About 78% of women who experience microaggressions self-shield at work, adjusting the way they look or act in an effort to protect themselves, meaning workplaces are more likely to lose out on their ideas and insights. Women who experience microaggressions are three times more likely to think about quitting their jobs and four times more likely to almost always be burned out.
“Microaggressions are not micro,” says Thomas. “They have a very profound impact on women, their careers, their wellbeing, and also on organizations, because they’re so mentally fatiguing and require so much self shielding to manage microaggressions that companies are not getting women’s best ideas.”

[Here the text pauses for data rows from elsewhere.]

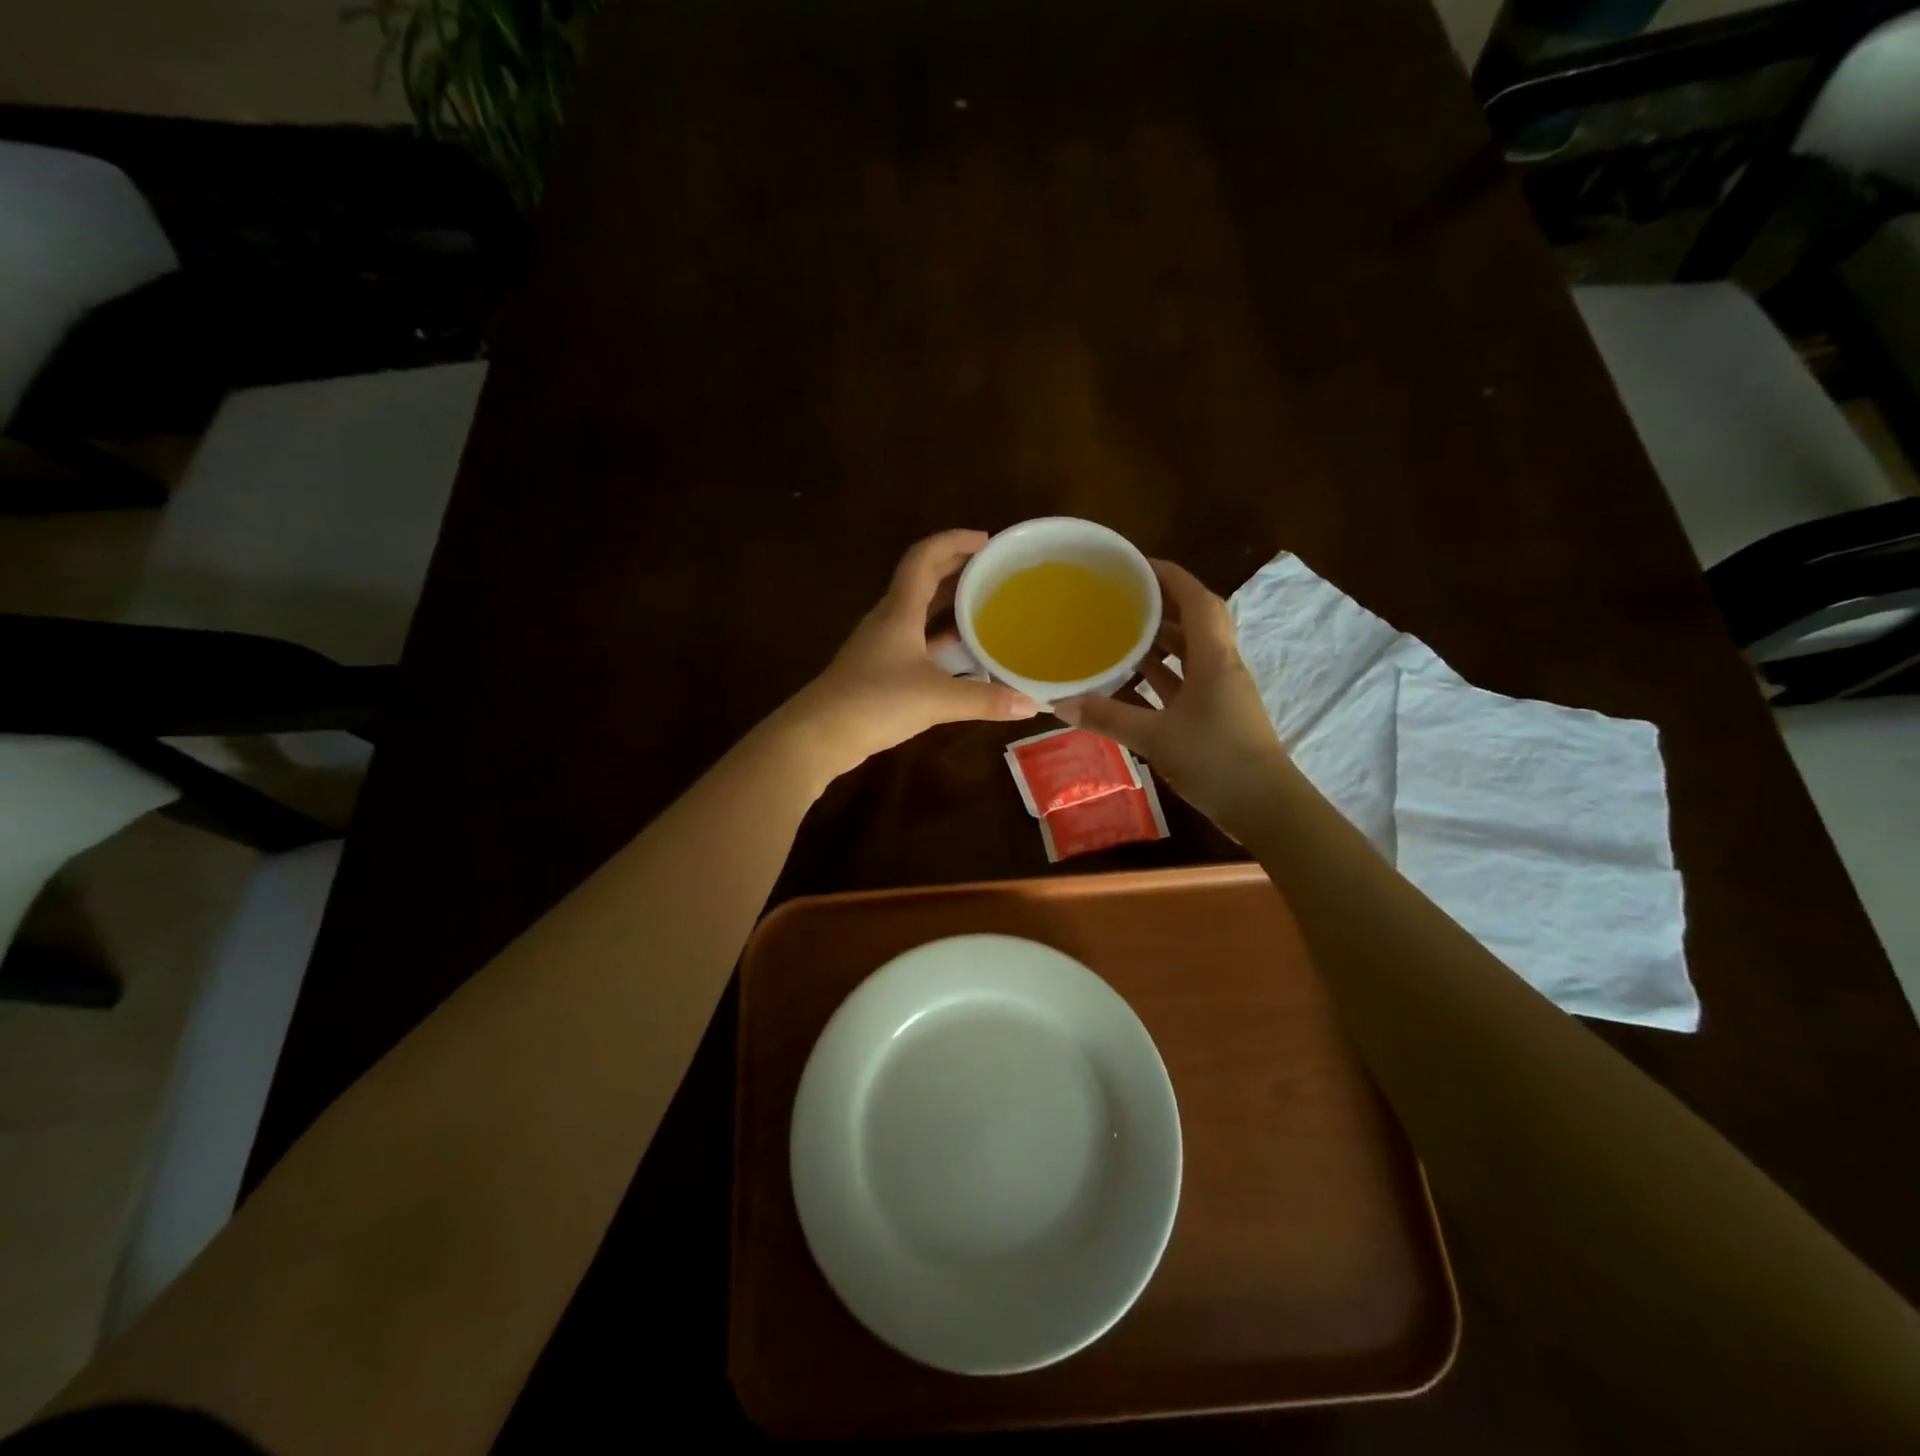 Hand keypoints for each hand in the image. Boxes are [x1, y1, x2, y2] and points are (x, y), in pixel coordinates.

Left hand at [784, 530, 1041, 781]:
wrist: (819, 735)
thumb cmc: (875, 702)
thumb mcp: (936, 699)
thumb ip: (984, 700)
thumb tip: (1031, 704)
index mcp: (899, 611)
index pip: (924, 558)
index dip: (954, 541)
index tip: (986, 541)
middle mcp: (889, 620)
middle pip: (923, 581)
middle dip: (957, 569)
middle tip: (993, 571)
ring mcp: (882, 647)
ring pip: (920, 614)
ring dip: (949, 606)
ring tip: (986, 607)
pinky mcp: (880, 671)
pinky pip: (917, 643)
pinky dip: (941, 641)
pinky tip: (964, 657)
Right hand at [1055, 559, 1291, 830]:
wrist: (1266, 808)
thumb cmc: (1217, 761)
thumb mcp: (1156, 738)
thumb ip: (1108, 717)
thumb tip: (1059, 703)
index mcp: (1215, 659)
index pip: (1197, 599)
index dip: (1170, 576)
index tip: (1136, 564)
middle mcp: (1222, 666)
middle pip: (1195, 621)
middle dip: (1162, 603)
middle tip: (1122, 596)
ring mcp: (1222, 692)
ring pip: (1191, 653)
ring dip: (1161, 640)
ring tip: (1121, 631)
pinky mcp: (1217, 715)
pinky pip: (1185, 682)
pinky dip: (1161, 675)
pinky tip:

Often employees aren’t even aware when they’re making microaggressions, so workplace bias training is important to increase awareness, as is allyship training to help build speak-up cultures where employees feel safe interrupting bias in the moment in order to spark learning opportunities.
Unless women are equally represented across the entire pipeline, we will never close the gender gap. That means women miss out on achieving their dreams and financial independence, workplaces miss out on women’s ideas and the benefits they bring to company culture, and the economy misses out on the boost to the GDP that having more women in the workforce brings.